Within an "Ant Routed" network, each Peer User knows only the IP addresses of their immediate Peers. Communication is achieved not via IP address but via a randomly generated "Virtual User ID". Let's abstract the notion of a peer session by imagining N DOORS to other Users. Beyond each "Door" lays a potentially infinite number of Virtual Users.
When incoming packets arrive via one of these Doors, we make a note of the Virtual User ID of the Sender, and associate it with that Door (we also record a "Hop Score" for that VUI - more on that later).
Should subsequent packets arrive destined for that user (or should we wish to send packets to that user), we select the Door leading to that User which has the lowest HopScore. In this fashion, interpeer routes are established which are efficient yet dynamic, and which do not rely on the ip addresses of the endpoints.
Now here is the gold in this rock.
Even though you know the ip addresses of your immediate peers (and they know yours), it's impossible to associate an ip address with a virtual address, there's no way of telling if a peer sent you a request, or if some user beyond them sent it and they merely relayed it. File transfers cannot be associated with ip addresses unless ALL YOUR PEERS belong to the attacker. More Doors = More Speed = More Security :)
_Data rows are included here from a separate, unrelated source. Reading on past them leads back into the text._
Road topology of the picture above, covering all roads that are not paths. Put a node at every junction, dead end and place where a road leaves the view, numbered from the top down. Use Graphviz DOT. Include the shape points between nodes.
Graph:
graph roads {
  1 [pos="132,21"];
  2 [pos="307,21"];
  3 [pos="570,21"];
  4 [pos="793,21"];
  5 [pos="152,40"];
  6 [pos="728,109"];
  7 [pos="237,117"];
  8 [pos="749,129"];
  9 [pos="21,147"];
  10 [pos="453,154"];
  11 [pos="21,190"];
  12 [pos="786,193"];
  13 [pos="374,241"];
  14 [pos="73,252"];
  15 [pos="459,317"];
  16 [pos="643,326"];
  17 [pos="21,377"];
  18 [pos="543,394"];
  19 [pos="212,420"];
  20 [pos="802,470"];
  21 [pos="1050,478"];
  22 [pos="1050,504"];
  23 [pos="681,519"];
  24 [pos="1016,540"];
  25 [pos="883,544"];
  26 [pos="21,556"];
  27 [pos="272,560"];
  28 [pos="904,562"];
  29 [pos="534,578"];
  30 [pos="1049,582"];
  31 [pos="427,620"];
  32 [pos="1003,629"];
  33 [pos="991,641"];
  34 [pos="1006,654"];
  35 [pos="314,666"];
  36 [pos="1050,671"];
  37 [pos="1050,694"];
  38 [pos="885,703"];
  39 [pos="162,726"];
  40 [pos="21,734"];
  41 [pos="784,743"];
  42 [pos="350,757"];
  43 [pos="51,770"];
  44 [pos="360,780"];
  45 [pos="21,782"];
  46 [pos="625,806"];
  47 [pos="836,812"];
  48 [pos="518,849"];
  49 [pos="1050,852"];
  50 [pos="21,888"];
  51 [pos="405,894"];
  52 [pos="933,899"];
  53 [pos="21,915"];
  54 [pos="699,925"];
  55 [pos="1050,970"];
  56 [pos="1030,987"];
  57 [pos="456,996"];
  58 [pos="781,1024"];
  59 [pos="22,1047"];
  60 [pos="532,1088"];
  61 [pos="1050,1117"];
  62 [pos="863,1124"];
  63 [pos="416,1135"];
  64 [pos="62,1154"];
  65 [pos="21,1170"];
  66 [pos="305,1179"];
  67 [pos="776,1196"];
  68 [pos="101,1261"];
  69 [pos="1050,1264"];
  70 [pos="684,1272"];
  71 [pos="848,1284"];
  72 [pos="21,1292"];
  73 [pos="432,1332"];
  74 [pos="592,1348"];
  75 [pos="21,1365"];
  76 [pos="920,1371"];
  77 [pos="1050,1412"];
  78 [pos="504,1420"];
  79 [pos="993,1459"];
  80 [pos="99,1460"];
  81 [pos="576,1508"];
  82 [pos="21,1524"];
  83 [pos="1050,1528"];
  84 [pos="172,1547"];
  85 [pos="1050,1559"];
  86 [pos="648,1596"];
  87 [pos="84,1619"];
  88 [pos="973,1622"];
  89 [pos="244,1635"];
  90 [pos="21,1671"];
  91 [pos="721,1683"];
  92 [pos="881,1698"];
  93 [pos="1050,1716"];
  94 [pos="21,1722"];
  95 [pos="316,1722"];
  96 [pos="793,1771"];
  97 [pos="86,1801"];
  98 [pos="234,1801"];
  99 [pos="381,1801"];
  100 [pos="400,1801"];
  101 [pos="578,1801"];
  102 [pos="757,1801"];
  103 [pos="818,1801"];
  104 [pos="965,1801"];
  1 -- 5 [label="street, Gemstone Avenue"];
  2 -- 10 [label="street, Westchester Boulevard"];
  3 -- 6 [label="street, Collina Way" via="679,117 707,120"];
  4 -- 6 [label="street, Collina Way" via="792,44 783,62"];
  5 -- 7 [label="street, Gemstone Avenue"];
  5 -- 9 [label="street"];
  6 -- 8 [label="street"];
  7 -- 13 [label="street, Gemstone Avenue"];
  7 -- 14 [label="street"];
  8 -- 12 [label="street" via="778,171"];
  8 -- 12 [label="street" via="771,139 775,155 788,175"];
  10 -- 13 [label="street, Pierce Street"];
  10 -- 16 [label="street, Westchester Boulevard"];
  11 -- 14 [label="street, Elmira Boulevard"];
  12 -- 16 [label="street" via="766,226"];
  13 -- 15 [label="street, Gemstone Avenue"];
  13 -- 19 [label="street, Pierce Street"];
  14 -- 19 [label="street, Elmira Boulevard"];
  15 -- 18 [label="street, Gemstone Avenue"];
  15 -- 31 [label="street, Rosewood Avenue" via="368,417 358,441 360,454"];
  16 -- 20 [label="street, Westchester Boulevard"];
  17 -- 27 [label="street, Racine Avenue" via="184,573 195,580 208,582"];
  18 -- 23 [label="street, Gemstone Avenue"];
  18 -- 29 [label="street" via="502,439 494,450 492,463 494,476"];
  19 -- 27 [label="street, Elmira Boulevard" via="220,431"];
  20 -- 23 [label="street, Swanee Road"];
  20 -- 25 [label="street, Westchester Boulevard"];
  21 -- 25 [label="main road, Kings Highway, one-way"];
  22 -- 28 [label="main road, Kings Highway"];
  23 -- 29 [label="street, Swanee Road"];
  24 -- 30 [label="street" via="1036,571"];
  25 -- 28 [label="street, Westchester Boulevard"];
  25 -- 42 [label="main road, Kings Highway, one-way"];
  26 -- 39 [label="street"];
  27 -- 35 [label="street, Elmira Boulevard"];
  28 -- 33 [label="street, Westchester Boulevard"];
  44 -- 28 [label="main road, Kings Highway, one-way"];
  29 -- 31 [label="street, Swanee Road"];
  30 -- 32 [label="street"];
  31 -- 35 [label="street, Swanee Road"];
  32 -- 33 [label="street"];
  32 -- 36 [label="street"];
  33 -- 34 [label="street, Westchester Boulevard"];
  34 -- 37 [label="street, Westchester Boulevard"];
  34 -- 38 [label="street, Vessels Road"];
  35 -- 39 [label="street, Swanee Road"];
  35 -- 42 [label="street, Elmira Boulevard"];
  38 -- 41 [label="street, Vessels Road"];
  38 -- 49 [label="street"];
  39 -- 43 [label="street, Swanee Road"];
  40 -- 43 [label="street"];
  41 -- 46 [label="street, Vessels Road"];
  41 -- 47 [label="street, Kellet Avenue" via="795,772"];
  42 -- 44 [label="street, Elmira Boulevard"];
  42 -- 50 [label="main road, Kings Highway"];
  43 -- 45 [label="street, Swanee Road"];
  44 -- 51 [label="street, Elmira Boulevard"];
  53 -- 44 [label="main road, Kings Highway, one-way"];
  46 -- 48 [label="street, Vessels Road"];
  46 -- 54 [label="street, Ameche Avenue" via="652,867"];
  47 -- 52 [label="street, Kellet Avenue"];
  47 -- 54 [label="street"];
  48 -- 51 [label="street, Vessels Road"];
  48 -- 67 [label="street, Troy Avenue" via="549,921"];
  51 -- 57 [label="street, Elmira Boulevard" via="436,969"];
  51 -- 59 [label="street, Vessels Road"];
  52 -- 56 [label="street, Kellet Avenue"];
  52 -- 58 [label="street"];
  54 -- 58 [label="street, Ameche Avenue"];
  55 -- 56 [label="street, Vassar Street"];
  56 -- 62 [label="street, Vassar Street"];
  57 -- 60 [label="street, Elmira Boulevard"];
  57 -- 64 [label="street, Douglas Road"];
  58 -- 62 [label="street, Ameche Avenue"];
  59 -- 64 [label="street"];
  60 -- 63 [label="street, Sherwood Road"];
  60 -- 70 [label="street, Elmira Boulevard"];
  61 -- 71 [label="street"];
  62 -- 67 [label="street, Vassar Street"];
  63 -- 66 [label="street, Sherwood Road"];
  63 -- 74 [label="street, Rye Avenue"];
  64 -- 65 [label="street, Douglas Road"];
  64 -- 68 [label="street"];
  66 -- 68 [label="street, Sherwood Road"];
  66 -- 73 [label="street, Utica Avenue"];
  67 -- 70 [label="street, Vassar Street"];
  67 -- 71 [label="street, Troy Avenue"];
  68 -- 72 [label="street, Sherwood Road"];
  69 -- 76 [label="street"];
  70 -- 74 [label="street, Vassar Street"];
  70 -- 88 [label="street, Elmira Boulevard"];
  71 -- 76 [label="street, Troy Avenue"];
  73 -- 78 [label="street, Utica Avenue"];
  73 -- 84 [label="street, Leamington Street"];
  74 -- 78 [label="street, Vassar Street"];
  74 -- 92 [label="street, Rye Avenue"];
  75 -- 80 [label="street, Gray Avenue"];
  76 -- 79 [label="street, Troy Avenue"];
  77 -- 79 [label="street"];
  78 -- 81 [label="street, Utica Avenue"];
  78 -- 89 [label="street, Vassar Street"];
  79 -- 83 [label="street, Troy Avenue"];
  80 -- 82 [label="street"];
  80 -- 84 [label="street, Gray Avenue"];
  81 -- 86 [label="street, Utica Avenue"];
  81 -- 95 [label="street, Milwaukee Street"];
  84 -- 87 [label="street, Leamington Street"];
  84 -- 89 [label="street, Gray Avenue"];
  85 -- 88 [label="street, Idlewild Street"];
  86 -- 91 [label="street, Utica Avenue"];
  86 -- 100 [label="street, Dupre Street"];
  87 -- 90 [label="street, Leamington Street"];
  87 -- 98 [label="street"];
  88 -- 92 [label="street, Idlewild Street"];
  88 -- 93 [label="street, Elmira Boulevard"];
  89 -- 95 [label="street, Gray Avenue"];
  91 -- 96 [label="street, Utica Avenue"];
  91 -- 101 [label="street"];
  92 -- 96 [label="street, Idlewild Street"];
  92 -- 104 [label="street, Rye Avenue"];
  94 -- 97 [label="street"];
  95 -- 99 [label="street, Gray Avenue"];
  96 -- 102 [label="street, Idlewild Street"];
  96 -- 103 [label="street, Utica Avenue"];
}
I'm actually quite far into implementing this new protocol, and I will describe its packets in detail in subsequent postings, but I am very keen to hear any thoughts you may have.

Merry Christmas,
Homer.
Posted on 2004-12-24 07:03:33 by Homer
The HP2P protocol uses a standard PacketHeader which may or may not be followed by a PacketPayload. Here is a structure which describes the standard HP2P PacketHeader.



PacketHeader struct
Protocol dd ? ;<-- Always "HP2P" (similar to "YMSG" header)
PacketSize dd ? ;<-- Size of complete packet including Header
PacketType dd ? ;<-- Packet Type identifier (see below)
HopScore dd ?
CRC MD5HASH <?> ;<-- Packet CRC (used to identify corrupt and duplicated packets)
VID MD5HASH <?> ;<-- User Virtual ID is actually an md5 hash of some random values
PacketHeader ends


The first DWORD (offset 0) of any HP2P packet contains the four bytes "HP2P".
We can use this to identify malformed packets.
The next DWORD (offset 4) contains the FULL PacketSize, which is INCLUSIVE of the PacketHeader, ie PayloadSize + HeaderSize.
The next DWORD (offset 8 ) contains the PacketType Identifier, which describes what kind of HP2P packet this is.
The next DWORD (offset 12) contains the HopScore, which gives an indication as to the number of Hops which the packet has travelled since it was created.
The next field (offset 16) contains a CRC for the packet payload which can be used to further identify malformed packets. It is in reality an MD5 Hash of the packet payload, stored as four DWORDS.
The final field (offset 32) contains another MD5 Hash, this one is the Virtual User ID of the Sender - this is randomly generated by the Sender.
Only the Sender is capable of recognizing their own Virtual User ID, but cleverly, when the Sender sees its own VID in reply packets, it relays the packets onwards regardless (a further security measure to prevent corraling).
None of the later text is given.